Biathlon: Mark Kirchner: Ein Stoiker steht für Erfolg

Mark Kirchner tritt in Oberhof erstmals als Chef-Bundestrainer vor den heimischen Biathlon-Fans auf – und will einiges verändern.

Das Halstuch ist immer noch das gleiche. Orange, mit kleinen Schäfchen darauf, das hat man immer gesehen, wenn am Schießstand von Pyeongchang in Südkorea Mark Kirchner die Schießbilder seiner Athleten beobachtete. Auch jetzt, in der neuen Saison nach Olympia: Kirchner, Schießstand, Schäfchen. Doch ein Detail hat sich eben geändert. Mark Kirchner ist nicht mehr nur Halstuchträger und Männer-Bundestrainer. Wenn ab Donnerstag der Weltcup in Oberhof in Thüringen Station macht, dann tritt Kirchner, der in der Nähe geboren wurde, mit neuem Amt vor die Fans. Im Sommer hat er die nächste Stufe seines Biathlon-Lebens erklommen und kann nun als Chef-Bundestrainer die Heimrennen dirigieren.

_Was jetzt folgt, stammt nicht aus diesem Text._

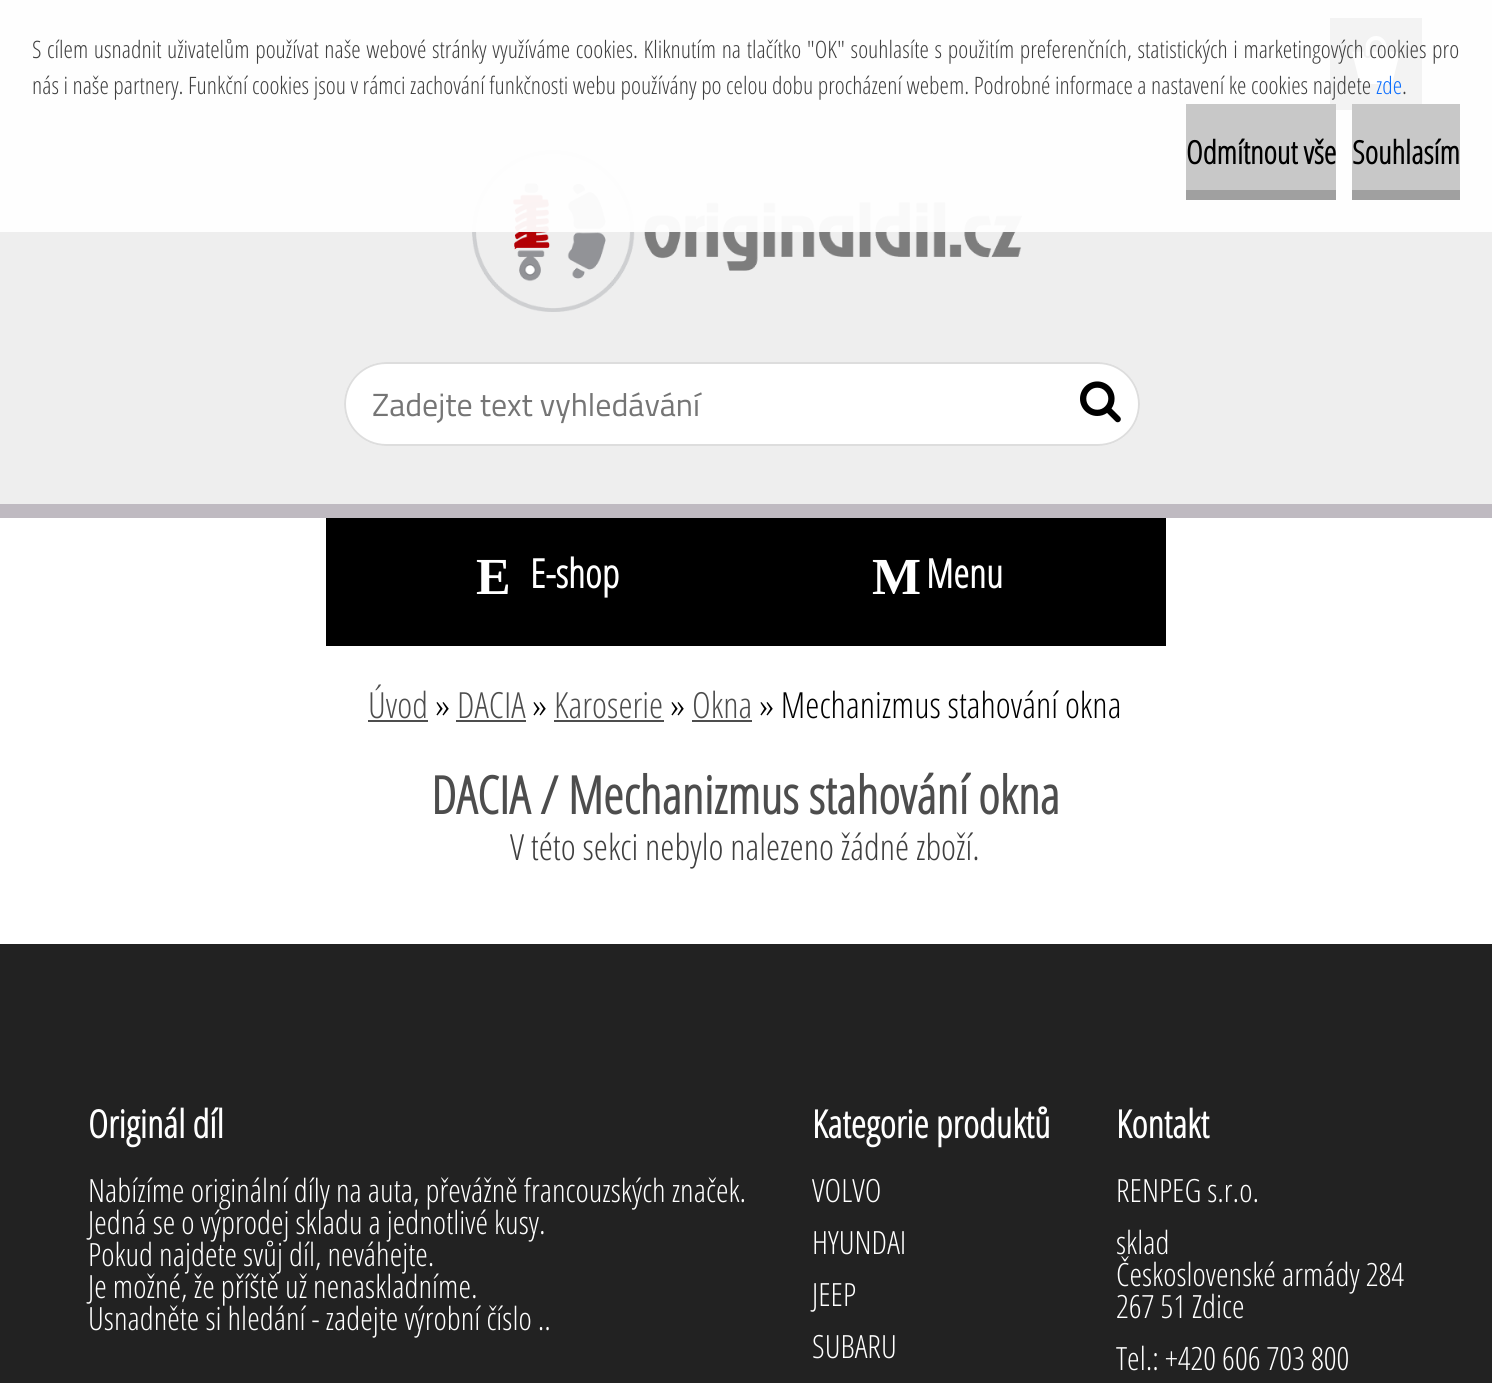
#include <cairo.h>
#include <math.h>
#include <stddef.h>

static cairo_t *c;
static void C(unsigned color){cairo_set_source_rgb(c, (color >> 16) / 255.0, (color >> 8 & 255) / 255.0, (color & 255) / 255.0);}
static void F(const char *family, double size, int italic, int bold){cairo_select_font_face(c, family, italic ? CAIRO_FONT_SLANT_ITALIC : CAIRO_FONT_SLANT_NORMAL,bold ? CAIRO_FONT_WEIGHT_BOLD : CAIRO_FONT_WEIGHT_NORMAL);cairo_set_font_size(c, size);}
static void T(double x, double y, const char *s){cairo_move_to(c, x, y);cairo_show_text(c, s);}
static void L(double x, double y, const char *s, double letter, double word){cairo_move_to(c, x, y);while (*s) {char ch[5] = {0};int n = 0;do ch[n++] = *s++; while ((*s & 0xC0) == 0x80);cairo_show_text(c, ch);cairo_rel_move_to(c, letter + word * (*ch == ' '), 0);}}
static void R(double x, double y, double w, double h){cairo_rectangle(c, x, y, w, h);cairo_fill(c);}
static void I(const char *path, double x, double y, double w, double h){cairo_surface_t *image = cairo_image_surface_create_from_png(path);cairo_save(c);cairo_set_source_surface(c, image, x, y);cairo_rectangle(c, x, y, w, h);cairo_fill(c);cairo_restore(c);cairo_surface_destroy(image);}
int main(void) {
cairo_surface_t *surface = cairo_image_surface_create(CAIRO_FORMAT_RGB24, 1492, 1383);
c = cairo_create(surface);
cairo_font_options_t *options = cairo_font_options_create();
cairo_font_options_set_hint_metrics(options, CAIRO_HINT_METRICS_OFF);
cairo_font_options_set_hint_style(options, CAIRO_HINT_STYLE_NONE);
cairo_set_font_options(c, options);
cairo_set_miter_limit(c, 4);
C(0xffffff);
cairo_paint(c);
C(0xeeeeee);
R(0,0,1492,504);
I("1.png",472,150,550,162);
C(0x000000);
R(1330,18,92,92);
I("3.png",1352,36,48,48);
cairo_set_source_rgba(c,1,1,1,0.95);
R(0,0,1492,232);
F("Open Sans Condensed Light",24,0,0);
C(0x3f3f3f);
L(32,58,"S cílem usnadnit uživatelům používat naše webové stránky využíváme cookies. Kliknutím na tlačítko \"OK\" souhlasíte s použitím preferenčních, statistických i marketingových cookies pro",0,1.1);
T(32,94,"nás i naše partnery. Funkční cookies jsou v rámci zachování funkčnosti webu používány po celou dobu procházení webem. Podrobné informace a nastavení ke cookies najdete");
C(0x0d6efd);
T(1376,94,"zde");
C(0x3f3f3f);
T(1402,94,".");
C(0xc8c8c8);
R(1186,104,150,86);
C(0xa0a0a0);
R(1186,190,150,10);
F("Open Sans Condensed",32,0,1);
C(0x000000);
T(1186,164,"Odmítnout vše");
C(0xc8c8c8);
R(1352,104,108,86);
C(0xa0a0a0);
R(1352,190,108,10);
C(0x000000);
T(1352,164,"Souhlasím");
C(0xbfbac1);
R(0,504,1492,14);
C(0xffffff);
cairo_new_path(c);
cairo_move_to(c,386,362);
cairo_line_to(c,1048,362);
cairo_line_to(c,1048,446);
cairo_line_to(c,386,446);
cairo_curve_to(c,363,446,344,427,344,404);
cairo_curve_to(c,344,381,363,362,386,362);
cairo_close_path(c);
cairo_fill(c);
C(0xdddddd);
cairo_set_fill_rule(c,CAIRO_FILL_RULE_EVEN_ODD);
cairo_new_path(c);
cairo_move_to(c,386,362);
cairo_line_to(c,1048,362);
cairo_line_to(c,1048,446);
cairo_line_to(c,386,446);
cairo_curve_to(c,363,446,344,427,344,404);
cairo_curve_to(c,344,381,363,362,386,362);
cairo_close_path(c);
cairo_move_to(c,386,364);
cairo_line_to(c,1048,364);
cairo_line_to(c,1048,444);
cairo_line_to(c,386,444);
cairo_curve_to(c,364,444,346,426,346,404);
cairo_curve_to(c,346,382,364,364,386,364);
cairo_close_path(c);
cairo_fill(c);
F("Titillium Web",32,0,0);
C(0x757575);
T(372,416,"Zadejte text vyhledávání");
C(0xffffff);
cairo_new_path(c);
cairo_move_to(c,1048,362);
cairo_line_to(c,1098,362);
cairo_curve_to(c,1121,362,1140,381,1140,404);
cairo_curve_to(c,1140,427,1121,446,1098,446);
cairo_line_to(c,1048,446);
cairo_close_path(c);
cairo_fill(c);
C(0xdddddd);
cairo_new_path(c);
cairo_move_to(c,1048,362);
cairo_line_to(c,1098,362);
cairo_curve_to(c,1121,362,1140,381,1140,404);
cairo_curve_to(c,1140,427,1121,446,1098,446);
cairo_line_to(c,1048,446);
cairo_close_path(c);
cairo_move_to(c,1048,364);
cairo_line_to(c,1098,364);
cairo_curve_to(c,1120,364,1138,382,1138,404);
cairo_curve_to(c,1138,426,1120,444,1098,444);
cairo_line_to(c,1048,444);
cairo_close_path(c);
cairo_fill(c);
I("2.png",1080,381,41,42);
C(0x000000);
R(326,518,840,128);
F("Liberation Serif",52,0,1);
C(0xffffff);
T(476,594,"E");
F("Open Sans Condensed",40,0,1);
T(530,588,"E-shop");
F("Liberation Serif",52,0,1);
T(872,594,"M");
F("Open Sans Condensed",40,0,1);
T(926,588,"Menu");
F("Open Sans Condensed Light",36,0,0);
C(0x4d4d4d);
T(368,718,"Úvod");
R(368,720,60,2);
C(0x000000);
T(435,718,"»");
C(0x4d4d4d);
T(457,718,"DACIA");
R(456,720,70,2);
C(0x000000);
T(532,718,"»");
C(0x4d4d4d);
T(554,718,"Karoserie");
R(554,720,110,2);
C(0x000000);
T(670,718,"»");
C(0x4d4d4d);
T(692,718,"Okna");
R(692,720,60,2);
C(0x000000);
T(759,718,"» Mechanizmus stahování okna");
F("Open Sans Condensed",52,0,1);
C(0x4d4d4d);
T(431,814,"DACIA / Mechanizmus stahování okna");
F("Open Sans Condensed Light",36,0,0);
C(0x3f3f3f);
T(510,860,"V této sekci nebylo nalezeno žádné zboží.");
C(0x222222);
R(0,944,1492,439);
F("Open Sans Condensed",38.5,0,1);
C(0xffffff);
T(88,1138,"Originál díl");
F("Open Sans Condensed Light",32,0,0);
T(88,1202,"Nabízíme originální díly na auta, převážně francouzských značek.");
T(88,1234,"Jedná se o výprodej skladu a jednotlivé kusy.");
T(88,1266,"Pokud najdete svůj díl, neváhejte.");
T(88,1298,"Je možné, že příště už nenaskladníme.");
T(88,1330,"Usnadněte si hledání - zadejte výrobní číslo ..");
F("Open Sans Condensed",38.5,0,1);
T(812,1138,"Kategorie produktů");
F("Open Sans Condensed Light",32,0,0);
T(812,1202,"VOLVO");
T(812,1254,"HYUNDAI");
T(812,1306,"JEEP");
T(812,1358,"SUBARU");
F("Open Sans Condensed",38.5,0,1);
T(1116,1138,"Kontakt");
F("Open Sans Condensed Light",32,0,0);
T(1116,1202,"RENPEG s.r.o.");
T(1116,1254,"sklad");
T(1116,1286,"Československé armády 284");
T(1116,1318,"267 51 Zdice");
T(1116,1370,"Tel.: +420 606 703 800");
cairo_surface_write_to_png(surface, "o.png");
cairo_font_options_destroy(options);
cairo_destroy(c);
cairo_surface_destroy(surface);
return 0;
}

Rückblick, Februar 2018, Olympische Spiele in Südkorea. Da war Kirchner neben Gerald Hönig, dem damaligen Noch-Bundestrainer der Frauen, schon ein sehr glücklicher Mensch. Staffel-Bronze gab es da zu feiern, zudem rannten drei seiner Athleten in Einzelwettbewerben aufs Podest in Pyeongchang. Benedikt Doll gewann Bronze in der Verfolgung, Simon Schempp Silber im Massenstart. Und klar, Arnd Peiffer: Der war zum Sprint-Olympiasieger aufgestiegen und fragte danach verblüfft: „Der Mark hatte wirklich Tränen in den Augen?“ Hatte er, was für Beobachter einer Ekstase gleichkam, ist Kirchner doch eher einer, der seine Gefühle tief hinter Schäfchentüchern verborgen hält und sich wortkarg gibt. Die Olympia-Saison hat nur er im deutschen Trainer-Team überstanden, alle anderen Positionen sind neu besetzt worden – nun ist Kirchner der Amtsälteste beim Versuch, die erfolgsverwöhnten Biathleten zukunftsfähig zu machen.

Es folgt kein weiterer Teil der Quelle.